The last time I ran into Linda McQuaig, we were behind the fence in Quebec City last April, watching phalanxes of riot cops lob canister after canister of tear gas at a largely passive crowd outside the barrier. Two or three performance artists were dodging rubber bullets and throwing back errant canisters at the police. But for the most part, nearing as it was the end of the Summit of the Americas, it was a largely symbolic confrontation.

Nonetheless, that symbolism of exclusion had already been imprinted on the public mind. The fence, the over-the-top security and the tear gas had handed the tens of thousands of protesters a moral victory.

In this surreal atmosphere, I asked the celebrated journalist and six-time author of dogma-debunking exposés when we could expect her next book. Next fall, McQuaig said. What’s it about? Well, she replied, I’m calling it All You Can Eat: Greed, Lust and the New Capitalism.
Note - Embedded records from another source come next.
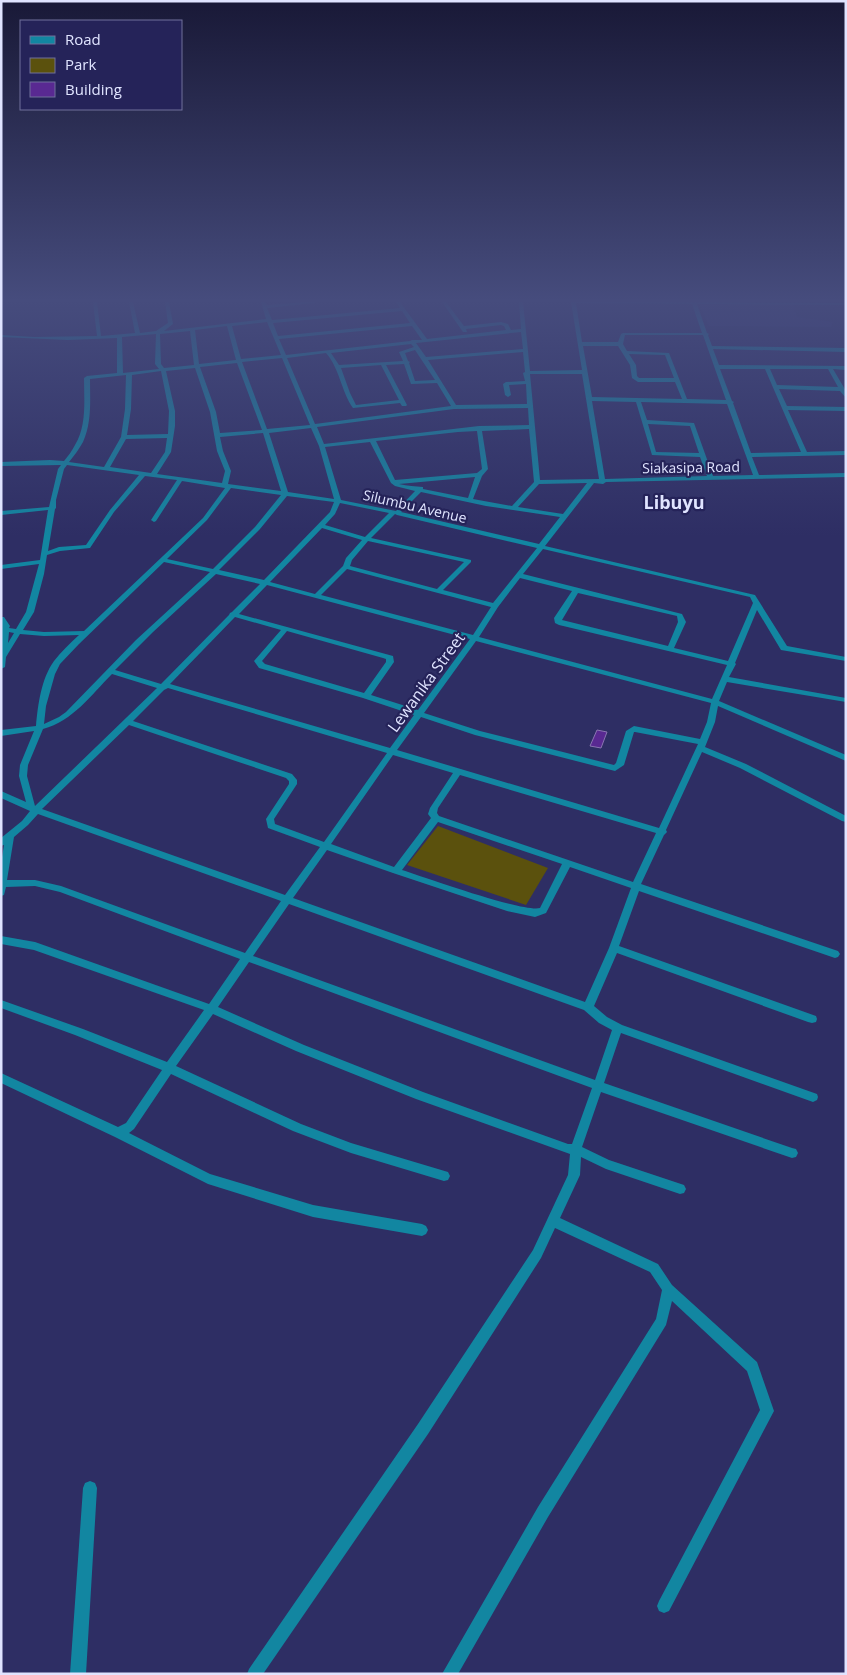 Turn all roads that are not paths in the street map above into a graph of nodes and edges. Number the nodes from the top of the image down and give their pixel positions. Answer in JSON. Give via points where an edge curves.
{"nodes":[{"id":1,"x":87,"y":380,"type":"edge"},
{"id":2,"x":129,"y":380,"type":"edge"},
{"id":3,"x":165,"y":380,"type":"edge"},
{"id":4,"x":202,"y":380,"type":"edge"},
{"id":5,"x":246,"y":380,"type":"edge"},
{"id":6,"x":294,"y":380,"type":"edge"},
{"id":7,"x":344,"y":380,"type":"edge"},
{"id":8,"x":391,"y":380,"type":"edge"},
{"id":9,"x":412,"y":380,"type":"edge"},
{"id":10,"x":586,"y":380,"type":"edge"},
{"id":11,"x":676,"y":380,"type":"edge"},
{"id":12,"x":724,"y":380,"type":"edge"},
{"id":13,"x":772,"y":380,"type":"edge"},
{"id":14,"x":836,"y":380,"type":"edge"},
{"id":15,"x":439,"y":381,"type":"joint"},
{"id":16,"x":527,"y":382,"type":"joint"},
{"id":17,"x":775,"y":387,"type":"junction"},
{"id":18,"x":841,"y":389,"type":"junction"},
{"id":19,"x":508,"y":395,"type":"dead end"},
{"id":20,"x":846,"y":396,"type":"edge"},
{"id":21,"x":589,"y":399,"type":"junction"},
{"id":22,"x":638,"y":400,"type":"junction"},
{"id":23,"x":684,"y":400,"type":"junction"},
{"id":24,"x":402,"y":401,"type":"junction"},
{"id":25,"x":731,"y":402,"type":"junction"},
{"id":26,"x":529,"y":406,"type":"junction"},
{"id":27,"x":454,"y":407,"type":"junction"},
{"id":28,"x":786,"y":408,"type":"junction"},
{"id":29,"x":846,"y":410,"type":"edge"},
{"id":30,"x":410,"y":413,"type":"junction"},
{"id":31,"x":644,"y":422,"type":"junction"},
{"id":32,"x":314,"y":425,"type":"junction"},
{"id":33,"x":531,"y":427,"type":"junction"},
{"id":34,"x":479,"y":428,"type":"junction"},
{"id":35,"x":264,"y":431,"type":"junction"},
{"id":36,"x":218,"y":435,"type":"junction"},
{"id":37,"x":124,"y":436,"type":"junction"},
{"id":38,"x":170,"y":436,"type":"junction"},
{"id":39,"x":372,"y":440,"type":"junction"},
{"id":40,"x":322,"y":446,"type":"junction"},
{"id":41,"x":846,"y":452,"type":"edge"},
{"id":42,"x":805,"y":454,"type":"junction"},
{"id":43,"x":701,"y":455,"type":"junction"},
{"id":44,"x":750,"y":455,"type":"junction"},
{"id":45,"x":65,"y":463,"type":"junction"},
{"id":46,"x":1,"y":464,"type":"edge"},
{"id":47,"x":106,"y":469,"type":"junction"},
{"id":48,"x":143,"y":474,"type":"junction"},
{"id":49,"x":153,"y":475,"type":"junction"},
{"id":50,"x":479,"y":475,"type":"junction"},
{"id":51,"x":846,"y":475,"type":"edge"},
{"id":52,"x":757,"y":478,"type":"junction"},
{"id":53,"x":711,"y":479,"type":"junction"},
{"id":54,"x":180,"y":480,"type":"junction"},
{"id":55,"x":423,"y":480,"type":"junction"},
{"id":56,"x":393,"y":482,"type":"junction"},
{"id":57,"x":537,"y":482,"type":"junction"},
{"id":58,"x":592,"y":482,"type":"junction"},
{"id":59,"x":604,"y":482,"type":"junction"},
{"id":60,"x":226,"y":486,"type":"junction"},
{"id":61,"x":420,"y":490,"type":"junction"},
{"id":62,"x":285,"y":494,"type":"junction"},
{"id":63,"x":470,"y":500,"type":"junction"},
{"id":64,"x":338,"y":501,"type":"junction"},
{"id":65,"x":53,"y":508,"type":"junction"},
{"id":66,"x":514,"y":508,"type":"junction"},
{"id":67,"x":396,"y":512,"type":"junction"},
{"id":68,"x":1,"y":513,"type":"edge"},
{"id":69,"x":565,"y":516,"type":"junction"},
{"id":70,"x":154,"y":520,"type":"dead end"},
{"id":71,"x":321,"y":526,"type":"junction"},
{"id":72,"x":366,"y":539,"type":"junction"},
{"id":73,"x":540,"y":547,"type":"junction"},
{"id":74,"x":44,"y":557,"type":"junction"},
{"id":75,"x":163,"y":560,"type":"junction"},
{"id":76,"x":1,"y":566,"type":"edge"},
{"id":77,"x":346,"y":567,"type":"junction"},
{"id":78,"x":216,"y":571,"type":"junction"},
{"id":79,"x":518,"y":574,"type":"junction"},
{"id":80,"x":267,"y":583,"type":"junction"},
{"id":81,"x":576,"y":590,"type":"junction"},
{"id":82,"x":438,"y":591,"type":"junction"},
{"id":83,"x":316,"y":596,"type":"junction"},
{"id":84,"x":755,"y":600,"type":"junction"},
{"id":85,"x":495,"y":606,"type":"junction"},
{"id":86,"x":232,"y":614,"type":"junction"},
{"id":87,"x":1,"y":619,"type":"edge"},
{"id":88,"x":286,"y":628,"type":"junction"},
{"id":89,"x":6,"y":630,"type":"junction"},
{"id":90,"x":20,"y":632,"type":"junction"},
{"id":91,"x":85,"y":633,"type":"junction"},
{"id":92,"x":474,"y":640,"type":"junction"},
{"id":93,"x":670,"y":649,"type":"junction"},
{"id":94,"x":4,"y":650,"type":"edge"},
{"id":95,"x":846,"y":659,"type":"edge"},
{"id":96,"x":732,"y":664,"type":"junction"},
{"id":97,"x":1,"y":667,"type":"edge"},
{"id":98,"x":110,"y":671,"type":"junction"},
{"id":99,"x":724,"y":679,"type":"junction"},
{"id":100,"x":165,"y":686,"type":"junction"},
{"id":101,"x":366,"y":696,"type":"junction"},
{"id":102,"x":846,"y":700,"type":"edge"},
{"id":103,"x":714,"y":702,"type":"junction"},
{"id":104,"x":420,"y":713,"type":"junction"},
{"id":105,"x":129,"y":722,"type":"junction"},
{"id":106,"x":40,"y":726,"type":"junction"},
{"id":107,"x":1,"y":733,"type":"edge"},
{"id":108,"x":702,"y":745,"type":"junction"},
{"id":109,"x":392,"y":751,"type":"junction"},
{"id":110,"x":846,"y":758,"type":"edge"},
{"id":111,"x":458,"y":771,"type":"junction"},
{"id":112,"x":1,"y":794,"type":"edge"},
{"id":113,"x":34,"y":807,"type":"junction"},
{"id":114,"x":436,"y":818,"type":"junction"},
{"id":115,"x":845,"y":819,"type":"edge"},
{"id":116,"x":662,"y":832,"type":"junction"},
{"id":117,"x":10,"y":835,"type":"junction"},
{"id":118,"x":1,"y":843,"type":"edge"},
{"id":119,"x":327,"y":846,"type":"junction"},
{"id":120,"x":567,"y":864,"type":"junction"},
{"id":121,"x":396,"y":871,"type":"junction"},
{"id":122,"x":636,"y":886,"type":"junction"},
{"id":123,"x":2,"y":888,"type":"edge"},
{"id":124,"x":287,"y":901,"type":"junction"},
{"id":125,"x":1,"y":940,"type":"edge"},
{"id":126,"x":614,"y":948,"type":"junction"},
{"id":127,"x":835,"y":954,"type":"dead end"},
{"id":128,"x":248,"y":956,"type":"junction"},
{"id":129,"x":1,"y":1004,"type":"edge"},
{"id":130,"x":588,"y":1007,"type":"junction"},
{"id":131,"x":212,"y":1009,"type":"junction"},
{"id":132,"x":812,"y":1019,"type":"dead end"},
{"id":133,"x":618,"y":1028,"type":"junction"},
{"id":134,"x":168,"y":1068,"type":"junction"},
{"id":135,"x":1,"y":1078,"type":"edge"},
{"id":136,"x":599,"y":1084,"type":"junction"},
{"id":137,"x":813,"y":1097,"type":"dead end"},
{"id":138,"x":119,"y":1133,"type":"junction"},
{"id":139,"x":576,"y":1149,"type":"junction"},
{"id":140,"x":792,"y":1153,"type":"dead end"},
{"id":141,"x":444,"y":1176,"type":"dead end"},
{"id":142,"x":680,"y":1189,"type":"dead end"},
{"id":143,"x":553,"y":1220,"type":"junction"},
{"id":144,"x":422,"y":1230,"type":"dead end"},
{"id":145,"x":668,"y":1289,"type":"junction"},
{"id":146,"x":90,"y":1488,"type":"dead end"},
{"id":147,"x":664,"y":1606,"type":"dead end"},
{"id":148,"x":78,"y":1674,"type":"edge"},
{"id":149,"x":254,"y":1674,"type":"edge"},
{"id":150,"x":449,"y":1674,"type":"edge"}],
"edges":[{"from":1,"to":45,"type":"street","via":[[84,431]]},
{"from":2,"to":37,"type":"street"},
{"from":3,"to":38,"type":"street","via":[[172,411]]},
{"from":4,"to":36,"type":"street"},
{"from":5,"to":35,"type":"street"},
{"from":6,"to":32,"type":"street"},
{"from":7,"to":24,"type":"street","via":[[355,407]]},
{"from":8,"to":24,"type":"street"},
{"from":9,"to":15,"type":"street","via":[[413,383]]},
{"from":10,"to":21,"type":"street"},
{"from":11,"to":23,"type":"street"},
{"from":12,"to":25,"type":"street"},
{"from":13,"to":17,"type":"street"},
{"from":14,"to":18,"type":"street"},
{"from":15,"to":27,"type":"street"},
{"from":16,"to":19,"type":"street","via":[[506,384]]},
{"from":16,"to":26,"type":"street"},
{"from":17,"to":18,"type":"street"},
{"from":17,"to":28,"type":"street"},
{"from":18,"to":20,"type":"street"},
{"from":21,"to":22,"type":"street"},
{"from":21,"to":59,"type":"street"},
{"from":22,"to":23,"type":"street"},
{"from":22,"to":31,"type":"street"},
{"from":23,"to":25,"type":"street"},
{"from":24,"to":30,"type":"street"},
{"from":25,"to":44,"type":"street"},
{"from":26,"to":27,"type":"street"},
{"from":26,"to":33,"type":"street"},
{"from":27,"to":30,"type":"street"},
{"from":28,"to":29,"type":"street"},
{"from":28,"to":42,"type":"street"},
{"from":30,"to":32,"type":"street"},
{"from":31,"to":43,"type":"street","via":[[692,424]]},
{"from":31,"to":43,"type":"street","via":[[654,454]]},
{"from":32,"to":35,"type":"street"},
{"from":32,"to":40,"type":"street"},
{"from":33,"to":34,"type":"street"},
{"from":33,"to":57,"type":"street"},
{"from":34,"to":39,"type":"street"},
{"from":34,"to":50,"type":"street","via":[[485,469]]},
{"from":35,"to":36,"type":"street"},
{"from":35,"to":62,"type":"street"},
{"from":36,"to":60,"type":"street","via":[[220,452],[228,471]]},
{"from":37,"to":38,"type":"street"},
{"from":37,"to":47,"type":"street"},
{"from":38,"to":49,"type":"street","via":[[168,452]]},
{"from":39,"to":40,"type":"street"},
{"from":39,"to":56,"type":"street"},
{"from":40,"to":64,"type":"street"},
{"from":41,"to":42,"type":"street"},
{"from":42,"to":44,"type":"street"},
{"from":43,"to":53,"type":"street"},
{"from":44,"to":52,"type":"street"},
{"from":45,"to":46,"type":"street","name":"Silumbu Avenue"},
{"from":45,"to":47,"type":"street","name":"Silumbu Avenue"},
{"from":45,"to":65,"type":"street"},
{"from":47,"to":48,"type":"street","name":"Silumbu Avenue"},
{"from":48,"to":49,"type":"street","name":"Silumbu Avenue"},
{"from":48,"to":74,"type":"street","via":[[88,547],[58,549]]},
{"from":49,"to":54,"type":"street","name":"Silumbu Avenue"},
{"from":50,"to":55,"type":"street"},
{"from":50,"to":63,"type":"street"},
{"from":51,"to":52,"type":"street","name":"Siakasipa Road"},
{"from":52,"to":53,"type":"street","name":"Siakasipa Road"},
{"from":53,"to":59,"type":"street","name":"Siakasipa Road"},
{"from":54,"to":60,"type":"street","name":"Silumbu Avenue"},
{"from":54,"to":70,"type":"street"},
{"from":55,"to":56,"type":"street"},
{"from":55,"to":61,"type":"street"},
{"from":56,"to":61,"type":"street"},
{"from":57,"to":58,"type":"street","name":"Siakasipa Road"},
{"from":57,"to":66,"type":"street"},
{"from":58,"to":59,"type":"street","name":"Siakasipa Road"},
{"from":58,"to":69,"type":"street","name":"Lewanika Street"},
{"from":60,"to":62,"type":"street","name":"Silumbu Avenue"},
{"from":60,"to":75,"type":"street","via":[[206,519]]},
{"from":61,"to":63,"type":"street"},
{"from":61,"to":67,"type":"street"},
{"from":62,"to":64,"type":"street","name":"Silumbu Avenue"},
{"from":62,"to":78,"type":"street","via":[[265,523]]},
{"from":63,"to":66,"type":"street"},
{"from":64,"to":67,"type":"street","name":"Silumbu Avenue"},
{"from":64,"to":71,"type":"street","via":[[333,513]]},
{"from":65,"to":68,"type":"street"},
{"from":65,"to":74,"type":"street"},
{"from":66,"to":69,"type":"street"},
{"from":67,"to":72,"type":"street"},
{"from":67,"to":73,"type":"street","name":"Silumbu Avenue"},
{"from":69,"to":73,"type":"street","name":"Lewanika Street"},
{"from":71,"to":72,"type":"street"},
{"from":71,"to":80,"type":"street"},
{"from":72,"to":77,"type":"street"},
{"from":72,"to":82,"type":"street","via":[[469,561]]},
{"from":73,"to":79,"type":"street","name":"Lewanika Street"},
{"from":73,"to":84,"type":"street","name":"Silumbu Avenue","via":[[748,593]]},
{"from":74,"to":76,"type":"street"},
{"from":74,"to":90,"type":"street","via":[[30,612]]},
{"from":75,"to":78,"type":"street"},
{"from":75,"to":91,"type":"street"},
{"from":77,"to":82,"type":"street"},
{"from":77,"to":83,"type":"street"},
{"from":78,"to":80,"type":"street"},
{"from":78,"to":98,"type":"street"},
{"from":79,"to":81,"type":"street"},
{"from":79,"to":85,"type":"street","name":"Lewanika Street"},
{"from":80,"to":83,"type":"street"},
{"from":80,"to":86,"type":"street"},
{"from":81,"to":93,"type":"street","via":[[680,615],[682,622]]},
{"from":81,"to":93,"type":"street","via":[[558,621]]},
{"from":82,"to":85,"type":"street"},
{"from":83,"to":92,"type":"street"},
{"from":84,"to":95,"type":"street","via":[[784,648]]},
{"from":84,"to":96,"type":"street"},
{"from":85,"to":92,"type":"street","name":"Lewanika Street"},
{"from":86,"to":88,"type":"street"},
{"from":86,"to":100,"type":"street"},
{"from":87,"to":89,"type":"street"},
{"from":88,"to":101,"type":"street","via":[[390,658]]},
{"from":88,"to":101,"type":"street","via":[[260,658],[259,664]]},
{"from":89,"to":90,"type":"street"},
{"from":89,"to":94,"type":"street"},
{"from":90,"to":91,"type":"street"},
{"from":90,"to":94,"type":"street"},
{"from":91,"to":106,"type":"street","via":[[51,674]]},
{"from":92,"to":103,"type":"street"},
{"from":92,"to":104,"type":"street","name":"Lewanika Street"},
{"from":93,"to":96,"type":"street"},
{"from":94,"to":97,"type":"street"},
{"from":96,"to":99,"type":"street"},
{"from":98,"to":100,"type":"street"},
{"from":98,"to":106,"type":"street","via":[[64,719]]},
{"from":99,"to":102,"type":"street"},
{"from":99,"to":103,"type":"street"},
{"from":100,"to":105,"type":"street"},
{"from":100,"to":109,"type":"street"},
{"from":101,"to":104,"type":"street"},
{"from":103,"to":108,"type":"street"},
{"from":103,"to":110,"type":"street"},
{"from":104,"to":108,"type":"street","via":[[478,734],[615,768],[620,765],[630,731],[634,729]]},
{"from":104,"to":109,"type":"street","name":"Lewanika Street"},
{"from":105,"to":113,"type":"street"},
{"from":105,"to":119,"type":"street","via":[[289,776],[293,784],[269,823]]},
{"from":106,"to":107,"type":"street"},
{"from":106,"to":113,"type":"street","via":[[24,765],[24,781]]},
{"from":108,"to":115,"type":"street"},
{"from":108,"to":116,"type":"street"},
{"from":109,"to":111,"type":"street"},
{"from":109,"to":119,"type":"street","name":"Lewanika Street"},
{"from":111,"to":114,"type":"street","via":[[434,808],[432,814]]},
{"from":111,"to":116,"type":"street"},
{"from":112,"to":113,"type":"street"},
{"from":113,"to":117,"type":"street","via":[[26,823]]},
{"from":113,"to":124,"type":"street"},
{"from":114,"to":120,"type":"street"},
{"from":114,"to":121,"type":"street"},
{"from":116,"to":122,"type":"street"},
{"from":117,"to":118,"type":"street"},
{"from":117,"to":123,"type":"street"},
{"from":119,"to":121,"type":"street"},
{"from":119,"to":124,"type":"street","name":"Lewanika Street"},
{"from":120,"to":121,"type":"street","via":[[543,910],[535,913]]},
{"from":120,"to":122,"type":"street"},
{"from":122,"to":126,"type":"street"},
{"from":122,"to":127,"type":"street"},
{"from":123,"to":128,"type":"street","via":[[35,883],[47,885]]},
{"from":124,"to":128,"type":"street","name":"Lewanika Street"},
{"from":124,"to":130,"type":"street"},
{"from":125,"to":131,"type":"street","via":[[35,946]]},
{"from":126,"to":130,"type":"street"},
{"from":126,"to":132,"type":"street"},
{"from":128,"to":131,"type":"street","name":"Lewanika Street"},
{"from":128,"to":136,"type":"street","via":[[549,1069]]},
{"from":129,"to":134,"type":"street"},
{"from":130,"to":133,"type":"street"},
{"from":131,"to":134,"type":"street","name":"Lewanika Street"},
{"from":131,"to":139,"type":"street","via":[[413,1093],[568,1149]]},
{"from":133,"to":136,"type":"street"},
{"from":133,"to":137,"type":"street"},
{"from":134,"to":138,"type":"street","name":"Lewanika Street","via":[[130,1126]]},
{"from":134,"to":141,"type":"street","via":[[297,1128]]},
{"from":135,"to":138,"type":"street"},
{"from":136,"to":139,"type":"street"},
{"from":136,"to":140,"type":"street"},
{"from":138,"to":144,"type":"street","via":[[208,1179],[313,1211]]},
{"from":139,"to":142,"type":"street","via":[[606,1164]]},
{"from":139,"to":143,"type":"street","via":[[574,1175]]},
{"from":143,"to":145,"type":"street","via":[[654,1268]]},
{"from":143,"to":149,"type":"street","via":[[537,1254],[428,1420]]},
{"from":145,"to":147,"type":"street","via":[[752,1367],[767,1411]]},
{"from":145,"to":150,"type":"street","via":[[662,1321],[543,1512]]},
{"from":146,"to":148,"type":"street"}]}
Fast forward to yesterday: the book is out and over a morning coffee, we agreed Quebec City seemed a very long time ago. In the wake of September 11, anyone who opposes the international- trade agenda is being written off as a fellow traveler of terrorism. And the continued privatization of public space that is pushed by that agenda is being sold as an integral part of the war on terror.

Growing Impact

“There is no question there was a building movement that was having an impact,” McQuaig says. “It was reaching ordinary people and filling them with some skepticism. This whole triumphant attitude since the fall of the Berlin Wall that globalization, while it had its problems of adjustment, was basically taking the world up; I think the protest movement threw that thinking sharply into question.”

“For instance, at the end of the Genoa G8 summit (last summer), the leaders had even put world poverty as the top item on their agenda for next year! I didn’t think then that, ‘Oh good, there goes world poverty ’ But what it does mean is that the pressure was getting to them.”

Now, of course, worrying about poverty is denounced as appeasing terrorism. “There are definitely people who are taking advantage of the rallying-around-the-flag mentality to squelch debate and to push forward the global corporate agenda much more aggressively,” she says.

“I would argue that it’s a little naive to think that having over 2 billion people living in conditions of desperate poverty isn’t going to cause us some problems in the future, even from a purely self-interested security point of view. If people are desperate enough, without hope and feeling powerless, I think they are much more susceptible to the kind of messages that a bin Laden type delivers.”

In some ways, the timing of McQuaig’s book couldn’t have been better. The World Trade Organization will be trying to launch a new trade round this weekend in Doha, Qatar. And the International Monetary Fund and World Bank bring their postponed meetings to Ottawa the following Saturday. The sidelined debate has an opportunity to get back on track. And her work is extremely valuable for anyone who wants a historical understanding over what is pushing the seemingly unstoppable forces of globalization.

For those new to the debate, these trade deals are not about trade at all but about the privatization of public goods and services. In other words, forcefully reducing all human activity to a market-based, profit-making exercise.

As McQuaig writes of the enclosure movement as England moved out of the Middle Ages, “It’s hard to imagine fully the terror that can be caused by the sudden appearance of a regular garden-variety hedge.”

First wave

This was the first wave of privatization, she writes. Land that had been available was suddenly cut off from public use. Behind the hedge was much that farmers needed and had previously had easy access to: pastureland for cattle to feed on, fuel for heat, building materials, fertilizer and food. In the same way today, all of our modern “commons” — health care, quality education, social programs, even our postal service — are under threat. Modern-day “trade” agreements target their removal from the public sphere where they are accessible to all, and not only to the super-rich.

Whether it is a garden-variety hedge or a chain-link fence, the exclusion is just as effective.